If you think that's the case, do you think Linux on x86 hardware would be as popular as it is?

If you think your data center is a fortress, I assume each site has multiple environmental recorders (power, temp, humidity; even vibration monitors are not uncommon). You can provide the tapes to the vendor as proof the environment is not the cause and that the hardware is unstable.

Quote:

Palm scan to get into the secured computer room

Who cleans the place? The CIO?

One other thought since you mentioned using your own power system; are you using DC power? Nothing screws up a data center faster than long runs of DC power, ground loops, or floating grounds.

paulgnyc · 09-26-2006, 11:32 AM

You might be able to get some more out of this...

I had a system that was constantly (and randomly) crashing with a custom kernel and some kernel mods that we couldn't track down the issue with. We ended up doing console redirection out of the server's serial port as a cmdline arg to the kernel boot and then logging all of the output with minicom on the server that it was attached to.

Unfortunately, I don't remember all of the steps we went through off the top of my head, but you can check for docs on /proc/sys/kernel/printk and make the console=/dev/ttyS0 change to your /etc/grub.conf. The fact that it's actually rebooting might suggest you've got a number greater than 0 in /proc/sys/kernel/panic. This will automatically reboot the system in N number of seconds after a panic occurs. If this is set to 0 in your system, then I would definitely investigate further the power situation that the previous post suggested.

Another doc I would suggest checking out is for nmi_watchdog:

http://www.mjmwired.net/kernel/Docum...i_watchdog.txt

By the way, it turns out that my server was crashing because of a bug in the ips driver for the RAID controller. It was an IBM x345 with a ServerRAID 5i card.

cambie · 09-26-2006, 08:09 PM

Quote:

Originally Posted by paulgnyc

You might be able to get some more out of this...

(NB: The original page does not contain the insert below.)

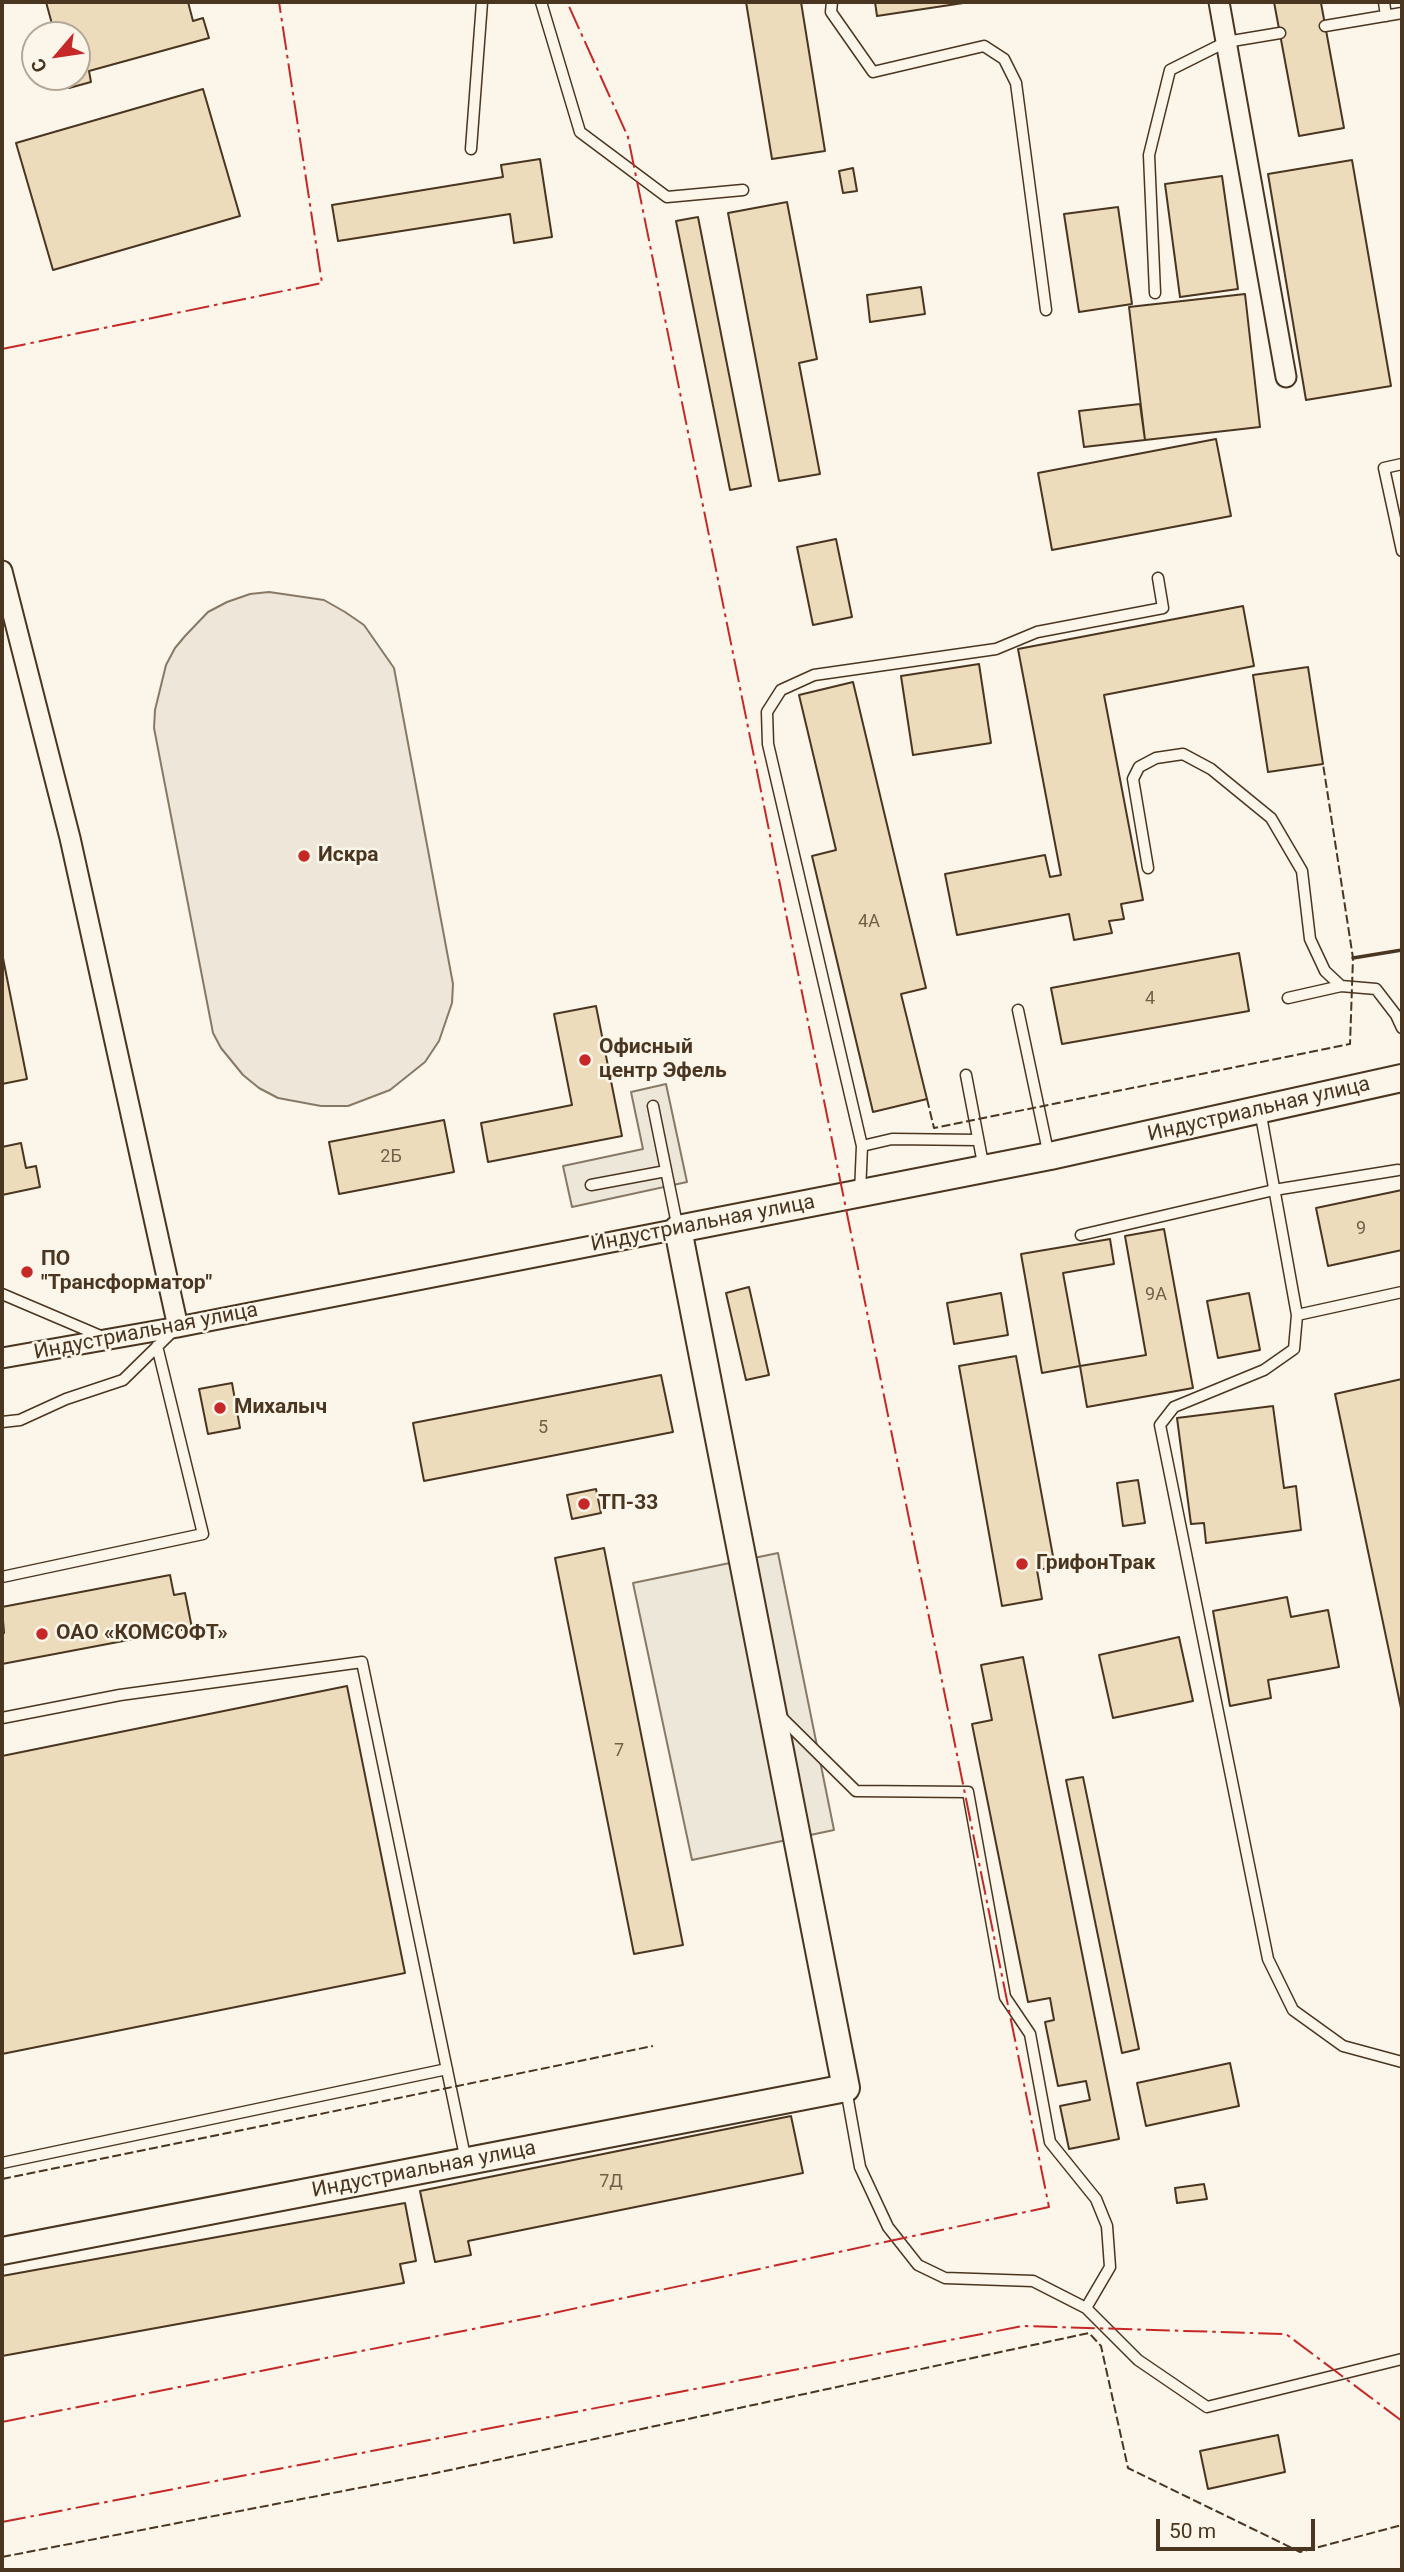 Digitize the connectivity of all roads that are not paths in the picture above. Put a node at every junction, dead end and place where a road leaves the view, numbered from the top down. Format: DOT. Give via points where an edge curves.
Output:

I had a system that was constantly (and randomly) crashing with a custom kernel and some kernel mods that we couldn't track down the issue with. We ended up doing console redirection out of the server's serial port as a cmdline arg to the kernel boot and then logging all of the output with minicom on the server that it was attached to.

Unfortunately, I don't remember all of the steps we went through off the top of my head, but you can check for docs on /proc/sys/kernel/printk and make the console=/dev/ttyS0 change to your /etc/grub.conf. The fact that it's actually rebooting might suggest you've got a number greater than 0 in /proc/sys/kernel/panic. This will automatically reboot the system in N number of seconds after a panic occurs. If this is set to 0 in your system, then I would definitely investigate further the power situation that the previous post suggested.

Another doc I would suggest checking out is for nmi_watchdog:

http://www.mjmwired.net/kernel/Docum...i_watchdog.txt

By the way, it turns out that my server was crashing because of a bug in the ips driver for the RAID controller. It was an IBM x345 with a ServerRAID 5i card.

That's the thing. We do redirect output to the serial port, and log all of it's data to a central location. We do this for every system in our midrange department. We use this for monitoring, and echo the date command to the console every ten minutes to have that output logged. But when we crash, usually nothing is on the console. Our hp management and ibm software tells us nothing about what kind of hardware problems may have occurred to cause the crash. The ILO and RSA's have nothing in their event logs.

The IBM's we have all have ServeRAID 8i cards in them, and we already worked through our driver problems with scsi hangs. So that's not it. And as I said, it happens on both vendor's servers.

The data center manager would have access to all power monitoring applications and info on the way current is provided. All I truly know is that there's a 20 ton generator on the roof of the data center I work in, and that's the newest one added. The power generation and backup system is impressive, and that's about all I can say for sure.

We've started setting up netdump on all of our systems in an attempt to get some sort of crash data when it does happen. But I've heard from other SA's this doesn't usually give any useful information. I'm curious if anyone else agrees/disagrees.